-- What you need to do --
Where the records contain images, omit them, and repeat everything else word for word.

-- Records for the exercise --
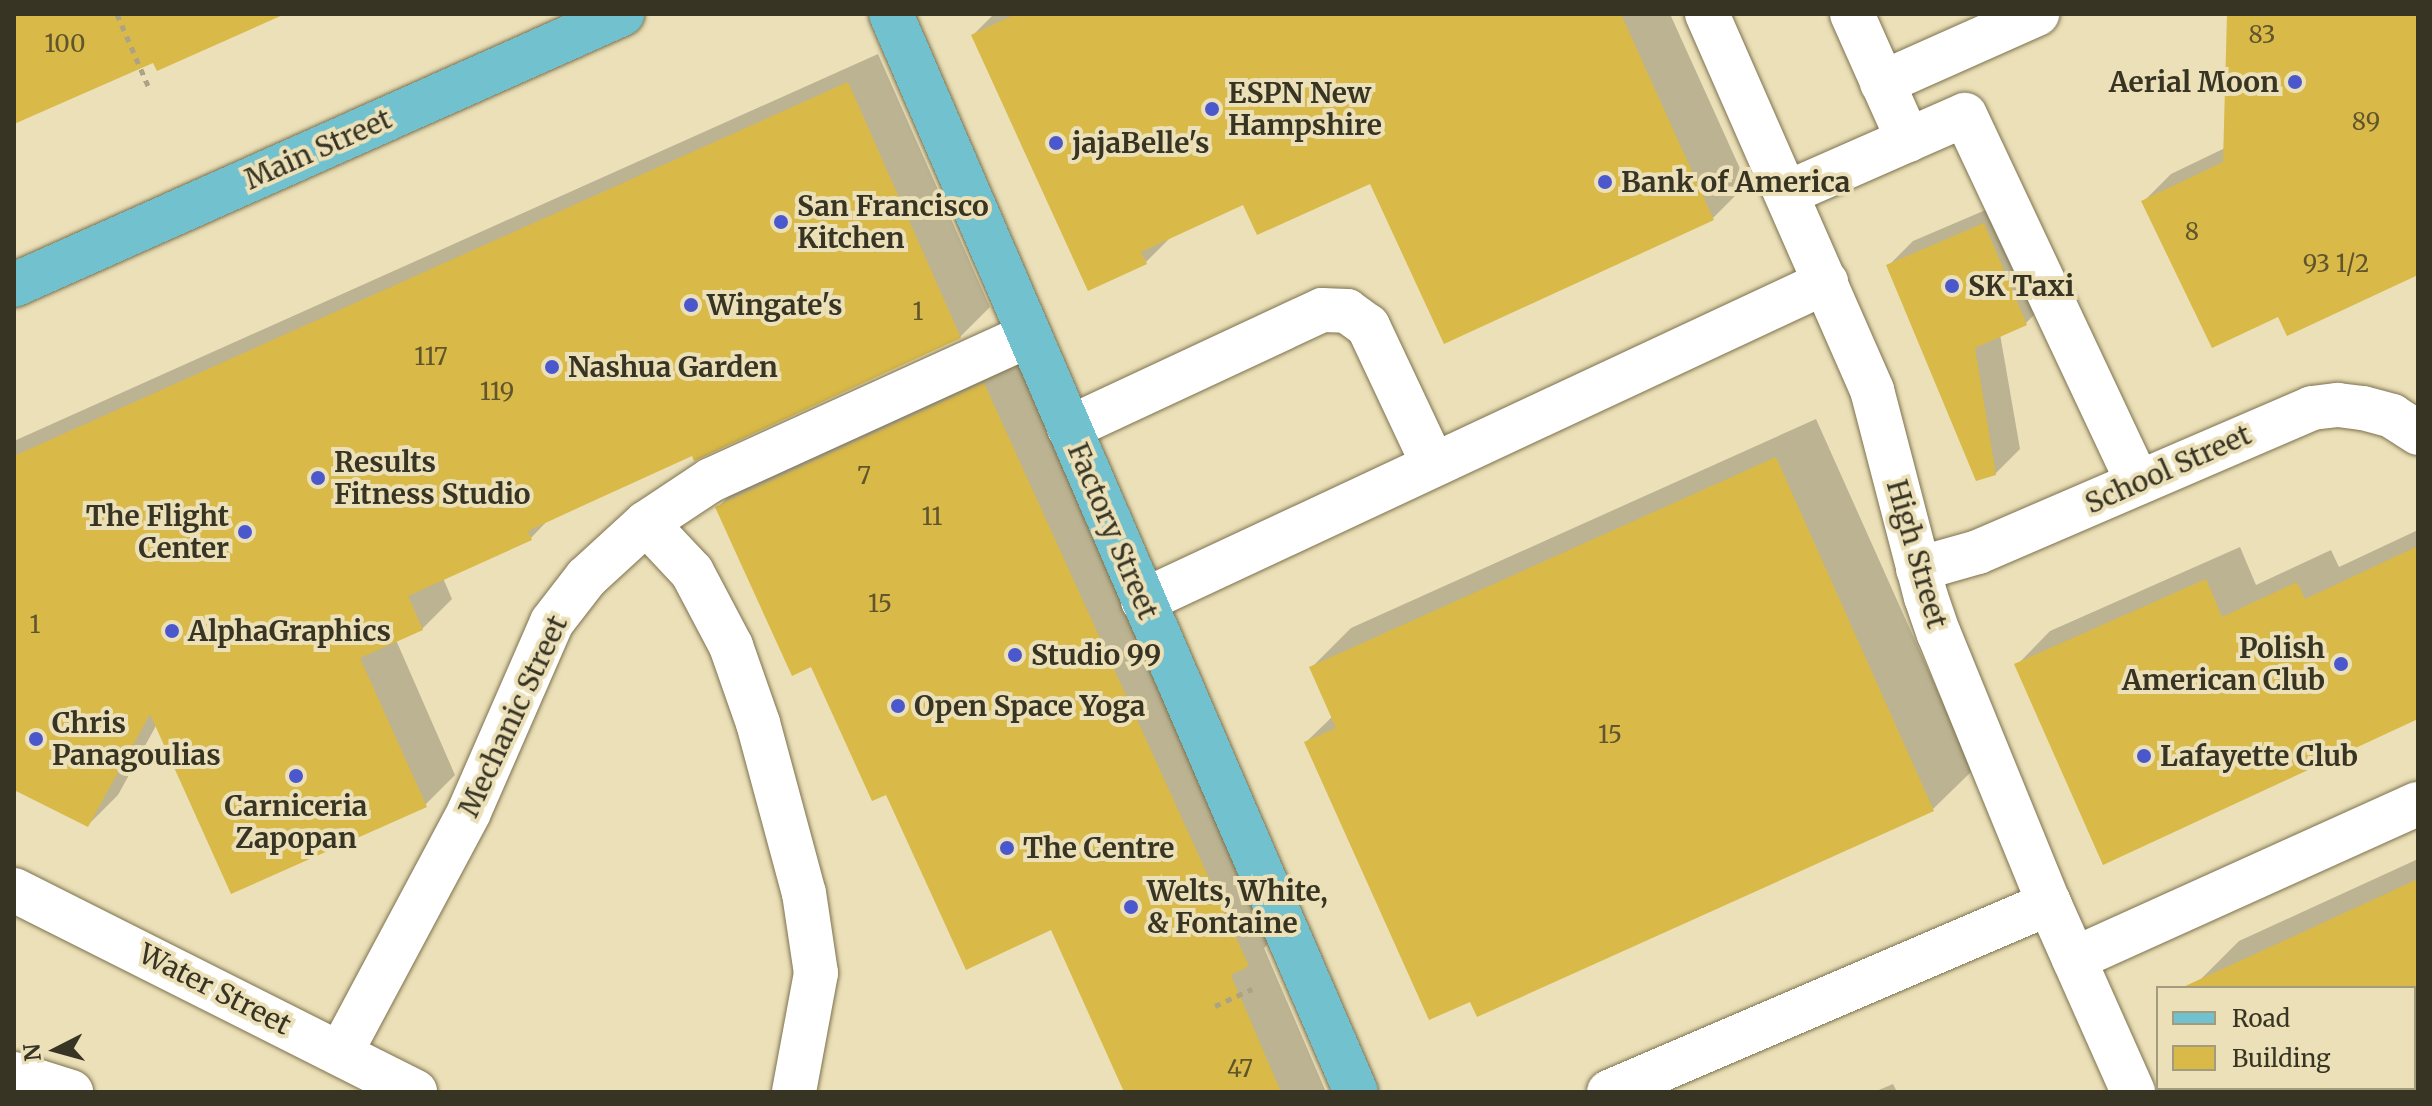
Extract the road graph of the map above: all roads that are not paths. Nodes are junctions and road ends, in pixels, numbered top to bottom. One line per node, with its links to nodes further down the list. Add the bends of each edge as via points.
1 (622, 14): 10 (main road, Main Street)
2 (891, 14): 11 (main road, Factory Street)
3 (1707, 14): 8 (street, High Street)
4 (1852, 14): 6 (street)
5 (2037, 14): 6 (street)
6 (1882, 83): 7 (street)
7 (1908, 140): 8 (street); 15 (street, via 1965,115)
8 (1787, 193): 9 (street, High Street)
9 (1826, 282): 14 (street); 17 (street, High Street, via 1872,390)
10 (14, 285)
11 (1029, 335): 12 (main road, Factory Street); 16 (street, Mechanic Street, via 711,480)
12 (1069, 428): 14 (street, via 1322,310 1347,311 1368,326); 18 (main road, Factory Street)
13 (2418, 433): 15 (street, School Street, via 2392,416 2363,408 2312,408)
14 (1433, 464): 18 (street)
15 (2138, 482): 17 (street, School Street, via 1978,552)
16 (646, 523): 23 (street, Mechanic Street, via 586,578 552,622 469,812); 27 (street, via 692,572 731,646 793,852 810,919 816,973)
17 (1918, 569): 21 (street, High Street, via 1939,634)
18 (1143, 601): 28 (main road, Factory Street)
19 (2418, 804): 22 (street)
20 (14, 890): 23 (street, Water Street)
21 (2049, 903): 22 (street, High Street); 29 (street)
22 (2074, 959): 30 (street, High Street)
23 (341, 1052): 26 (street, Water Street)
24 (14, 1074): 25 (street)
25 (71, 1092)
26 (415, 1092)
27 (794, 1092)
28 (1356, 1092)
29 (1609, 1092)
30 (2133, 1092)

-- Your response --
Extract the road graph of the map above: all roads that are not paths. Nodes are junctions and road ends, in pixels, numbered top to bottom. One line per node, with its links to nodes further down the list. Add the bends of each edge as via points.
1 (622, 14): 10 (main road, Main Street)
2 (891, 14): 11 (main road, Factory Street)
3 (1707, 14): 8 (street, High Street)
4 (1852, 14): 6 (street)
5 (2037, 14): 6 (street)
6 (1882, 83): 7 (street)
7 (1908, 140): 8 (street); 15 (street, via 1965,115)
8 (1787, 193): 9 (street, High Street)
9 (1826, 282): 14 (street); 17 (street, High Street, via 1872,390)
10 (14, 285)
11 (1029, 335): 12 (main road, Factory Street); 16 (street, Mechanic Street, via 711,480)
12 (1069, 428): 14 (street, via 1322,310 1347,311 1368,326); 18 (main road, Factory Street)
13 (2418, 433): 15 (street, School Street, via 2392,416 2363,408 2312,408)
14 (1433, 464): 18 (street)
15 (2138, 482): 17 (street, School Street, via 1978,552)
16 (646, 523): 23 (street, Mechanic Street, via 586,578 552,622 469,812); 27 (street, via 692,572 731,646 793,852 810,919 816,973)
17 (1918, 569): 21 (street, High Street, via 1939,634)
18 (1143, 601): 28 (main road, Factory Street)
19 (2418, 804): 22 (street)
20 (14, 890): 23 (street, Water Street)
21 (2049, 903): 22 (street, High Street); 29 (street)
22 (2074, 959): 30 (street, High Street)
23 (341, 1052): 26 (street, Water Street)
24 (14, 1074): 25 (street)
25 (71, 1092)
26 (415, 1092)
27 (794, 1092)
28 (1356, 1092)
29 (1609, 1092)
30 (2133, 1092)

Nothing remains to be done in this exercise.